When direct marketing is embraced to establish connections or relations between the marketer and the consumer, it is too easy to suggest that all forms of direct marketing communications achieve a closer relationship, a closer bond between the two parties. Such a conclusion exaggerates what generally happens in the marketplace.

Direct marketing is all about generating a direct response from the consumer and about direct communications to the consumer. A direct response is needed to generate better understanding of the advertising message or to motivate transactions. Direct communication is simply about media reach efficiency. Relationship marketing is a concept that transcends these pragmatic direct marketing objectives.

Kotler appropriately positions the concept of relationship marketing as one which applies principally to business-to-business situations:

Smart marketers try to build up long-term, trusting, `win—win’ relationships with customers, distributors, dealers and suppliers. That is accomplished by promising and delivering high quality, good service, and fair prices to the other party over time.

It is accomplished by strengthening the economic, technical, and social ties between members of the two organizations. The two parties grow more trusting, more knowledgeable, and more interested in helping each other. Relationship marketing cuts down on transaction costs and time; in the best cases, transactions move from being negotiated each time to being routinized.

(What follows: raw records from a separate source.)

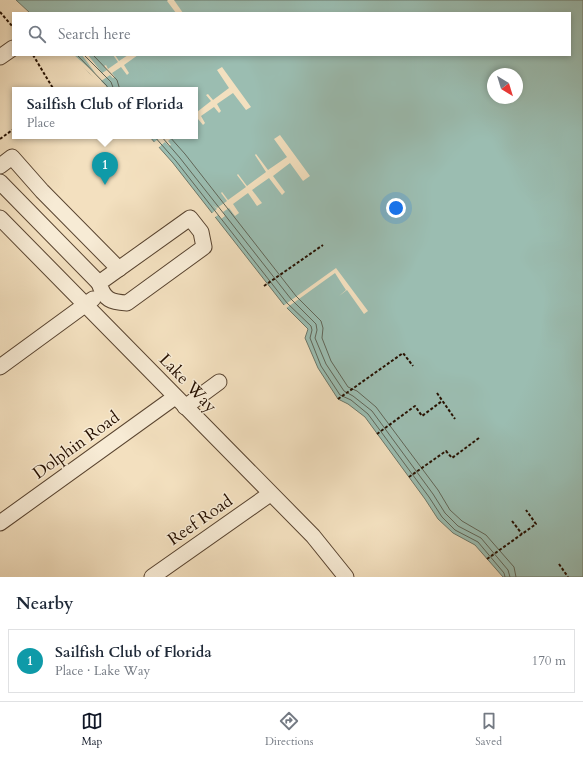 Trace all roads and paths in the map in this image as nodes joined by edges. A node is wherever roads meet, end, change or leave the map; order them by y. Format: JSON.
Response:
{"nodes":[{"id":1,"x":0,"y":12,"type":"edge"},
{"id":2,"x":12,"y":26,"type":"edge"},
{"id":3,"x":12,"y":49,"type":"edge"},
{"id":4,"x":34,"y":56,"type":"edge"},
{"id":5,"x":0,"y":57,"type":"edge"},
{"id":6,"x":52,"y":87,"type":"edge"},
{"id":7,"x":12,"y":130,"type":"edge"},
{"id":8,"x":0,"y":139,"type":"edge"},
{"id":9,"x":0,"y":166,"type":"edge"},
{"id":10,"x":0,"y":182,"type":"edge"},
{"id":11,"x":0,"y":218,"type":"edge"},
{"id":12,"x":323,"y":245,"type":"dead end"},
{"id":13,"x":118,"y":269,"type":"junction"},
{"id":14,"x":264,"y":286,"type":"dead end"},
{"id":15,"x":101,"y":288,"type":"junction"},
{"id":16,"x":85,"y":305,"type":"junction"},
{"id":17,"x":413,"y":366,"type":"dead end"},
{"id":18,"x":0,"y":367,"type":"edge"},
{"id":19,"x":219,"y":382,"type":"dead end"},
{"id":20,"x":437,"y":393,"type":"dead end"},
{"id":21,"x":338,"y":399,"type":"dead end"},
{"id":22,"x":442,"y":401,"type":"junction"},
{"id":23,"x":180,"y":402,"type":"junction"},
{"id":24,"x":455,"y":419,"type":"dead end"},
{"id":25,"x":377,"y":434,"type":"dead end"},
{"id":26,"x":479,"y":438,"type":"dead end"},
{"id":27,"x":409,"y":478,"type":"dead end"},
{"id":28,"x":270,"y":494,"type":"junction"},
{"id":29,"x":526,"y":510,"type":"dead end"},
{"id":30,"x":512,"y":521,"type":"dead end"},
{"id":31,"x":0,"y":523,"type":"edge"},
{"id":32,"x":522,"y":534,"type":"junction"},
{"id":33,"x":487,"y":559,"type":"dead end"},
{"id":34,"x":558,"y":564,"type":"dead end"},
{"id":35,"x":152,"y":577,"type":"edge"},
{"id":36,"x":346,"y":577,"type":"edge"},
{"id":37,"x":568,"y":577,"type":"edge"}],
"edges":[{"from":1,"to":2,"type":"path"},
{"from":3,"to":5,"type":"street"},
{"from":4,"to":6,"type":"path"},
{"from":7,"to":8,"type":"path"},
{"from":9,"to":13,"type":"street"},
{"from":10,"to":15,"type":"street"},
{"from":11,"to":16,"type":"street","name":"Lake Way"},
{"from":12,"to":14,"type":"path"},
{"from":13,"to":15,"type":"street"},
{"from":13,"to":15,"type":"street"},
{"from":15,"to":16,"type":"street"},
{"from":16,"to":18,"type":"street"},
{"from":16,"to":23,"type":"street","name":"Lake Way"},
{"from":17,"to":21,"type":"path"},
{"from":19,"to":23,"type":"street","name":"Dolphin Road"},
{"from":20,"to":22,"type":"path"},
{"from":22,"to":24,"type":"path"},
{"from":22,"to":25,"type":"path"},
{"from":23,"to":28,"type":"street","name":"Lake Way"},
{"from":23,"to":31,"type":"street","name":"Dolphin Road"},
{"from":26,"to":27,"type":"path"},
{"from":28,"to":35,"type":"street","name":"Reef Road"},
{"from":28,"to":36,"type":"street","name":"Lake Way"},
{"from":29,"to":32,"type":"path"},
{"from":30,"to":32,"type":"path"},
{"from":32,"to":33,"type":"path"},
{"from":34,"to":37,"type":"path"}]}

Outside of `membership’ or `continuity’ programs, there are two basic ways to approach consumers. The first is with a product and price combination considered to be `the standard’. That is, the proposition is essentially of long standing and relies on the features and benefits being competitive. The second way, normally of short-term duration, is a `special offer’. Direct marketing textbooks are full of the theory, practice and case histories relating to `the offer’.

The choice of basic propositions or selection of special offers depends on the circumstances of the individual firm and its competitive environment. The right proposition or offer can make a world of difference to response cost-effectiveness.